McKenna submitted his friend-of-the-court brief for a similar case for several other counties concerning records requested by Parmelee.
In the brief, McKenna said if inmates have access to public records under the act, it “allows inmates, including inmates with a history of violence, like Mr. Parmelee, to engage in harassment and intimidation of staff, to disrupt prison order by diverting its resources, and to waste the public’s money on an extraordinary scale.”
Voters enacted the law with the overwhelming passage of Initiative 276 in 1972. The measure called for disclosure of campaign finances, lobbyist activity, financial affairs of elective officers and candidates, and access to public records.
McKenna wrote that “it is difficult to conceive that the people who enacted Initiative 276 decided to remove its regulatory authority over inmate access to public records, and grant expanded rights for incarcerated felons under the terms of the PRA.”
Toby Nixon, president of the Washington Coalition for Open Government, said the coalition was still analyzing the brief to determine the impact of it.
But he said if the appeals court decides to adopt McKenna’s line of reasoning, “this would be a significant change that we don’t think would be in the best public interest.”

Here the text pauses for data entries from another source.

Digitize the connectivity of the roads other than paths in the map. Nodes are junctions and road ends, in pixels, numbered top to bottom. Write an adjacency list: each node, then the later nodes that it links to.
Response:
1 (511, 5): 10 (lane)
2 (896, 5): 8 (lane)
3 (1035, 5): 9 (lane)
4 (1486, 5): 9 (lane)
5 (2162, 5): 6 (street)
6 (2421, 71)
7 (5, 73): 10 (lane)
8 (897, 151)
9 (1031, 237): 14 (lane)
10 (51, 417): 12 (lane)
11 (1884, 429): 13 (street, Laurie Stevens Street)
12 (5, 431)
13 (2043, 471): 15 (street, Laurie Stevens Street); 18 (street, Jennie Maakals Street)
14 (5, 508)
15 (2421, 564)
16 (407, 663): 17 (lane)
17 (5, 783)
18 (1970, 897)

If the arguments in McKenna’s brief are accepted, Nixon said mot only imprisoned felons would lose their access to public records, but all convicted felons who are out of prison but haven’t had their civil rights restored.
“Does this mean that anyone who makes a public records request is subject to a criminal background check?” he asked.
The brief was prepared by Maureen Hart, solicitor general for McKenna. It argues that just as incarcerated felons lose the right to vote, hold public office and serve on a jury, that until their civil rights are restored “they forfeit the legal authority that citizens exercise over their government to influence its decision-making processes.”
But Nixon said prisoners would still likely be able to get family members or advocacy groups to make the requests for them. He agreed there are cases of abuse of public records by inmates, and that the coalition had been hoping to meet with the Department of Corrections to look for solutions that would not affect broader access to records.
“I think that the community at large needs to figure out a way to deal with the abuses of the public records act so that the Legislature or courts, in a reactive way, don’t do something that results in the inability of all the rest of us to have access to public records,” Nixon said.
Nixon also took issue with the second part of McKenna’s brief, which asserts that government employees’ badge photos are not public records, and are instead personal information.
“I can think of a number of circumstances where it is important for people to be able to identify who public employees are by their photographs in order to be able to check the accuracy of other records they see,” he said.